HNWIs also typically have comprehensive insurance policies to provide additional coverage against personal lawsuits or to cover gaps in other insurance. They can also use insurance as an investment, to build cash value or to transfer wealth and reduce estate taxes through an irrevocable life insurance trust. Because these strategies are complicated, they should be used in conjunction with a licensed lifetime financial expert.

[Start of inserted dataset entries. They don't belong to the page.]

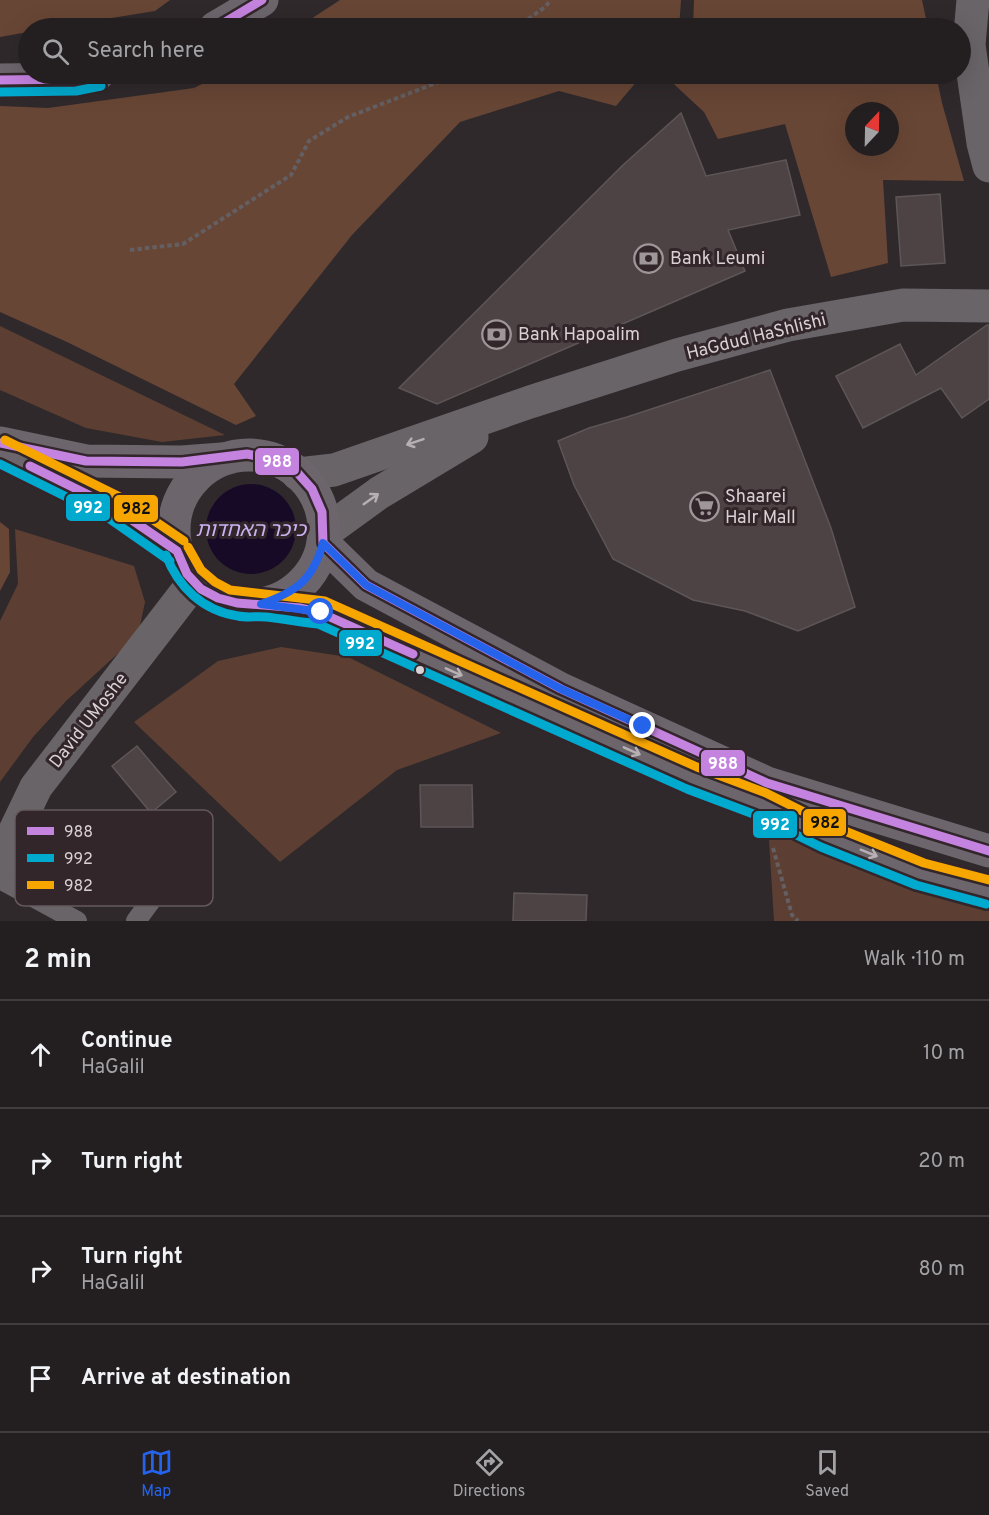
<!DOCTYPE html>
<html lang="en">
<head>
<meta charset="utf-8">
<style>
  :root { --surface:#231f21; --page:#2f2c2e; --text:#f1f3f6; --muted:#a3a2a5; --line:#403d3f; --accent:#2563eb }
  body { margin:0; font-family:Overpass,"Noto Sans Hebrew",sans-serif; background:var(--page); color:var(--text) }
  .compass { position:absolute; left:845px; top:102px; width:54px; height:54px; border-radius:50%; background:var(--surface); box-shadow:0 6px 24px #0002; rotate:22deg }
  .stop { position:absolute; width:18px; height:18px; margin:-14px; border:4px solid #2563eb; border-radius:50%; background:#fff }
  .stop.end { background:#2563eb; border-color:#fff; box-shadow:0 2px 6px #0008 }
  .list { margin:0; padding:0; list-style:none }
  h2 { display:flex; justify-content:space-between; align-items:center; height:78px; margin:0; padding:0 24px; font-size:26px }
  h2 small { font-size:20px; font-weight:400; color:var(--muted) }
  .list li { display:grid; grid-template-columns:39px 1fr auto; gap:18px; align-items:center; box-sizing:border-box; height:108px; padding:0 24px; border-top:2px solid var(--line) }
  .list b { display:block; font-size:22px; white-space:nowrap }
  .list p { margin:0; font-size:20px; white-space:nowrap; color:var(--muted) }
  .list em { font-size:20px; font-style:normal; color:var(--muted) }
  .icon { flex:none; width:33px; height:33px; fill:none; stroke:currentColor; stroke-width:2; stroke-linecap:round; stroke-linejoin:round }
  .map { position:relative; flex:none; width:989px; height:921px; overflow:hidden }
  .search { position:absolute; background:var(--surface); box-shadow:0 6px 24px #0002; left:18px; right:18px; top:18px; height:66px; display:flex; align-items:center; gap:15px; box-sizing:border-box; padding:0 21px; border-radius:33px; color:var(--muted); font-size:22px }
  .sheet { height:510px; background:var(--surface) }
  nav { display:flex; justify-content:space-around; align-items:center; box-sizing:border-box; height:84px; border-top:2px solid var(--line); background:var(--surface); font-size:16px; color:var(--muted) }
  nav a { display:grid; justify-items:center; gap:3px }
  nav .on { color:var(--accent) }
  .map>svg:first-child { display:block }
</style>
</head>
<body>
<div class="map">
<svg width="989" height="921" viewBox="0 0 989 921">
  <rect width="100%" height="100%" fill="#2f292c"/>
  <!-- green -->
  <g fill="#5c3f32">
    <polygon points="0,326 225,435 162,442 86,428 0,390"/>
    <polygon points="15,529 134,566 145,602 138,635 66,701 33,737 0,782 0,621 18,584"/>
    <polygon points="281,647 348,657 501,733 397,770 280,862 134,722 218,661"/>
    <polygon points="768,824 853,863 989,911 989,921 774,921"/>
  </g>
  <!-- forest -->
  <g fill="#684635" fill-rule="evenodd">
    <polygon points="0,0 170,0 155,11 49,28 28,28 28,32 0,37"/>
    <polygon points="340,0 681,0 679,28 297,28"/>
    <polygon points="694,0 922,0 928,28 693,28"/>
    <polygon points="222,74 643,74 616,106 559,91 460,122 352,235 234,384 256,416 236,425 67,342 0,312 0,106 48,108 194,88"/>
    <path d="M666,74H936L942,103L964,181L883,180L888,263L831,277L785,124L718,139L704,112L664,75ZM854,111H890V147H854Z"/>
    <polygon points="0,522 9,529 10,572 0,591"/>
  </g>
  <!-- water -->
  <circle fill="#170a27" cx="251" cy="529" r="45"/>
  <!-- building -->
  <g fill="#4e4344" stroke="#5c5657" stroke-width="1.5">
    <polygon points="681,113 706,176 786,160 800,215 728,230 745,271 437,404 399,388 623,165"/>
    <polygon points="940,194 945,263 901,266 896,197"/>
    <polygon points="987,325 989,325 989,399 962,418 941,388 863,428 836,376 900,344 916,375"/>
    <polygon points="770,370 831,528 855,607 798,631 745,611 693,600 613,559 574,485 558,441 589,428 627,417"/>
    <polygon points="137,746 176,792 151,813 112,766"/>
    <polygon points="420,785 472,785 473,827 421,827"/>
    <polygon points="514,893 587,895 586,921 513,921"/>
  </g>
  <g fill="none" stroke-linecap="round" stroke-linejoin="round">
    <!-- path -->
    <g stroke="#645f62" stroke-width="4" stroke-dasharray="4.5 3" stroke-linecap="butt">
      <polyline points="516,28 545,7 551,0"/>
      <polyline points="130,250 183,244 291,175 309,141 348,117 449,78 456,74"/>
      <polyline points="773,848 792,915 798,921"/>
    </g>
    <!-- service -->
    <g stroke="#696468" stroke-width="20">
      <polyline points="0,879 77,921"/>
      <polyline points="136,921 198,837"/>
    </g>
    <!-- minor -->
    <g stroke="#696468" stroke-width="33">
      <polyline points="973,0 969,45 983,143 989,166"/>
      <polyline points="0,869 12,837 36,787 194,582"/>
    </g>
    <!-- tertiary -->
    <g stroke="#696468" stroke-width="33">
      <polyline points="298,474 334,470 530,402 677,355 788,325 903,305 989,306"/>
      <polyline points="324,533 379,493 472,437"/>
    </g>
    <!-- secondary -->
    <g stroke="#6c666c" stroke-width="33">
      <polyline points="215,28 262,0"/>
      <polyline points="0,80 76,79 98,74"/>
      <polyline points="0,443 86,461 182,462 222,459"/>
      <circle cx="249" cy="530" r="75"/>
      <polyline points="15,458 113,507 177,551"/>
      <polyline points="323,543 366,585 561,689 767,783 989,851"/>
      <polyline points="261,604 321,612 692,778 761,804 825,836 920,874 989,892"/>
    </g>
    <defs>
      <g id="bus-1">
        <polyline points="215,28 262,0"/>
        <polyline points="0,80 76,79 98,74"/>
        <polyline points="0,443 86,461 182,462 247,454 272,459 295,470 312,489 322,512 323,543 366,585 561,689 767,783 989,851"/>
        <polyline points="30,466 113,507 177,551 187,574 201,589 218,598 237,603 300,608 321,613 413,654"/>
      </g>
      <g id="bus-2">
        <polyline points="0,92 76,91 101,86"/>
        <polyline points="0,464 107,517 170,561"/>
        <path d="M166,555C178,587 203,611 238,616C247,618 257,616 266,617C283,619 301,622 318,624L687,789L756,815L821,847L916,885L986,904"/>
      </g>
      <g id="bus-3">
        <polyline points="5,440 118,496 184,541"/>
        <polyline points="188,547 201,570 215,582 230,590 325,601 697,767 766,793 830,825 924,863 989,880"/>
      </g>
    </defs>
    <!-- bus-1 casing -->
    <use href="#bus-1" stroke="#32262b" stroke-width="14"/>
    <!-- bus-2 casing -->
    <use href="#bus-2" stroke="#32262b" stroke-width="14"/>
    <!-- bus-3 casing -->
    <use href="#bus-3" stroke="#32262b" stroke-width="14"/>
    <!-- bus-1 -->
    <use href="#bus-1" stroke="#c483df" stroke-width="9"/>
    <!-- bus-2 -->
    <use href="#bus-2" stroke="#00a9ce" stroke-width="9"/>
    <!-- bus-3 -->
    <use href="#bus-3" stroke="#f7a600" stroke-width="9"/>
  </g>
  <!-- one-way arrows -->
  <defs><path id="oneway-shaft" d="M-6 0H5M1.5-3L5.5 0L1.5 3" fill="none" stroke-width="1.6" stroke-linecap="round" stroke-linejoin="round" transform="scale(1.5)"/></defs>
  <g stroke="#b7b0b3">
    <use href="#oneway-shaft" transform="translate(415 442) rotate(161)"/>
    <use href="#oneway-shaft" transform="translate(371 499) rotate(-35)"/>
  </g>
  <g stroke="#b8b1b4">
    <use href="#oneway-shaft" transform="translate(454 672) rotate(24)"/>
    <use href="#oneway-shaft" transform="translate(632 751) rotate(24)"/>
    <use href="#oneway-shaft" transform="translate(869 853) rotate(22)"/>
  </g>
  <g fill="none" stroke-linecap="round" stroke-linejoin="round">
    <!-- route -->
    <path stroke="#2563eb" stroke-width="8" d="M321,612L261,604C296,592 313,580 323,543L366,585L561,689L643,726"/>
  </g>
  <!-- icons -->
  <defs>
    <symbol id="bank-ring" viewBox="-11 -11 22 22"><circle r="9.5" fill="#32262b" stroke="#9e9699" stroke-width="1.5"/><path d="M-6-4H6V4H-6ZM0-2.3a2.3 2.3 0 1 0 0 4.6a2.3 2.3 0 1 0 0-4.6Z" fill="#9e9699"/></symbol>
    <symbol id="supermarket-ring" viewBox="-11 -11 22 22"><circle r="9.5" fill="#32262b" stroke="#9e9699" stroke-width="1.5"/><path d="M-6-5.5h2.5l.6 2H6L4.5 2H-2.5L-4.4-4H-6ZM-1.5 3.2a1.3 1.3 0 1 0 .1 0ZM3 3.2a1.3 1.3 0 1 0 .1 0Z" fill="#9e9699"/></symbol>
  </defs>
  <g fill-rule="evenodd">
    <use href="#bank-ring" x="632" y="242" width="33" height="33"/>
    <use href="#bank-ring" x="480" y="318" width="33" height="33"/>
    <use href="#supermarket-ring" x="688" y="490" width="33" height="33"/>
  </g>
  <!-- markers -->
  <circle fill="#d9d1d3" stroke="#32262b" stroke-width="2" cx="420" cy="670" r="5"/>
  <g text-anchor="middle" stroke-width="6" stroke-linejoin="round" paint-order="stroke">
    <!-- poi labels -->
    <g font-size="18" fill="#d9d1d3" stroke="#32262b" text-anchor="start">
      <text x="670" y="264">Bank Leumi</text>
      <text x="518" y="340">Bank Hapoalim</text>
      <text x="725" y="502">Shaarei<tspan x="725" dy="21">HaIr Mall</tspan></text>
    </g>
    <!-- street labels -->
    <g font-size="18" fill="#d9d1d3" stroke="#32262b">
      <text transform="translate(756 336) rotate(-14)" y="6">HaGdud HaShlishi</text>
      <text transform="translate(88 720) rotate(-52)" y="6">David UMoshe</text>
    </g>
    <!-- water labels -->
    <g font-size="20" font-style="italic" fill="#c9b3f3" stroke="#32262b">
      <text x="251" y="536">כיכר האחדות</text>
    </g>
  </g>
  <!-- legend -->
  <rect x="15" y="810" width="198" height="96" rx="9" fill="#32262b" stroke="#64595d" stroke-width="1.5"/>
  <rect x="27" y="827" width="27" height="8" fill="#c483df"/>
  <rect x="27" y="854" width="27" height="8" fill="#00a9ce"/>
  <rect x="27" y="881" width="27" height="8" fill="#f7a600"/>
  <g font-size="16" fill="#d9d1d3">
    <text x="64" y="837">988</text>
    <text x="64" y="864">992</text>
    <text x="64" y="891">982</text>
  </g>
  <g stroke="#32262b" stroke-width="2">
    <rect x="254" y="447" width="46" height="29" rx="6" fill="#c483df"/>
    <rect x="65" y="493" width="46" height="29" rx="6" fill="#00a9ce"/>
    <rect x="113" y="494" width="46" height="29" rx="6" fill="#f7a600"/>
    <rect x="338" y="629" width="45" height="28" rx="6" fill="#00a9ce"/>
    <rect x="700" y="749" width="46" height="28" rx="6" fill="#c483df"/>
    <rect x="802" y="808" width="45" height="29" rx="6" fill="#f7a600"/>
    <rect x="752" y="810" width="46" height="29" rx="6" fill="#00a9ce"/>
  </g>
  <g font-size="16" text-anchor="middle" font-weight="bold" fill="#fff">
    <text x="277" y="467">988</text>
    <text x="88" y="513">992</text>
    <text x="360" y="649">992</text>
    <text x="723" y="769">988</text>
    <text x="775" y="830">992</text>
  </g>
  <g font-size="16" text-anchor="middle" font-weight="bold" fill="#111">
    <text x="136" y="514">982</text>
    <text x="825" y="828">982</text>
  </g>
</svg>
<svg class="compass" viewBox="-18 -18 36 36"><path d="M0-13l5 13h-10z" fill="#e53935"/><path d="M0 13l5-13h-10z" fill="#a3a2a5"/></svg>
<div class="stop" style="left:321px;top:612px"></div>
<div class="stop end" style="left:643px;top:726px"></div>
<div class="search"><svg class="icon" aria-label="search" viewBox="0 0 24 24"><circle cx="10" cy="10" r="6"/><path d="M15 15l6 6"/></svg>Search here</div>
</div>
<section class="sheet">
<h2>2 min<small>Walk · 110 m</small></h2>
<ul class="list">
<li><svg class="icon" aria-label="ahead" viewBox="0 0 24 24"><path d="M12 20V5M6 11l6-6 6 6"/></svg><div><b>Continue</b><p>HaGalil</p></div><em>10 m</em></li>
<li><svg class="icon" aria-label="right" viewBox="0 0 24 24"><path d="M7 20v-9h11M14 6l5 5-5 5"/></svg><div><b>Turn right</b></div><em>20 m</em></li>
<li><svg class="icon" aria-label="right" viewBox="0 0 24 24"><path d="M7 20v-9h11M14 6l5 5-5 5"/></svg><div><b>Turn right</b><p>HaGalil</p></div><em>80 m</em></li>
<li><svg class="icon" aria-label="arrive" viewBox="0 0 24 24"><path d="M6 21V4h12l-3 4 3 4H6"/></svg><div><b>Arrive at destination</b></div></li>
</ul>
</section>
<nav>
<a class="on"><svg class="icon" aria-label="map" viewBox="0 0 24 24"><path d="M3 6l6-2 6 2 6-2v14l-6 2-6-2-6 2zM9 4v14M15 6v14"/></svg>Map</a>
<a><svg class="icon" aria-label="directions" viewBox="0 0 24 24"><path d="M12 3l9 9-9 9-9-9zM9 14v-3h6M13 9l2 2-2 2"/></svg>Directions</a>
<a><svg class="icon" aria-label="saved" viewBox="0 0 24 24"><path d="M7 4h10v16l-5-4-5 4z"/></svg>Saved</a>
</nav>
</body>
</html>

Intelligent asset allocation

HNWIs typically use smart asset allocation to diversify their portfolios across uncorrelated assets. In addition to standard investment options such as actionsbonds and ETFs, HNWIs often incorporate precious metals, hedging strategies, alternative investments, real estate and commodities into their portfolios.

Working with a wealth manager

Wealthy people almost by definition have more complicated financial lives. Given that most high net worth individuals also run their own businesses, manage charitable institutions, have large investment portfolios, or all of the above, it makes sense that they often prefer to work with a wealth manager to coordinate the their entire financial planning.

Not only do many of these HNWIs have limited time to manage their complex financial lives, but they often lack the specialized expertise that professional wealth managers also have.

Although HNWIs are often knowledgeable and may even be experts in, for example, property management, very few are also experts in tax and estate planning. It is almost necessary to find a way to anticipate financial pitfalls with an appropriate risk management strategy. This is why many choose to hire financial planners.

Final Take

Theoretically, all Americans have equal access to wealth planning strategies. However, the truth is that high net worth individuals need more advanced solutions and can take advantage of more options than the average American.

High-net-worth investors, for example, need help with tax and estate planning more often than the average American, and their wealth often creates financial situations that simply don’t apply to the vast majority of investors. Being rich often means your finances are more complicated. It is generally best for these types of investors to consult financial professionals.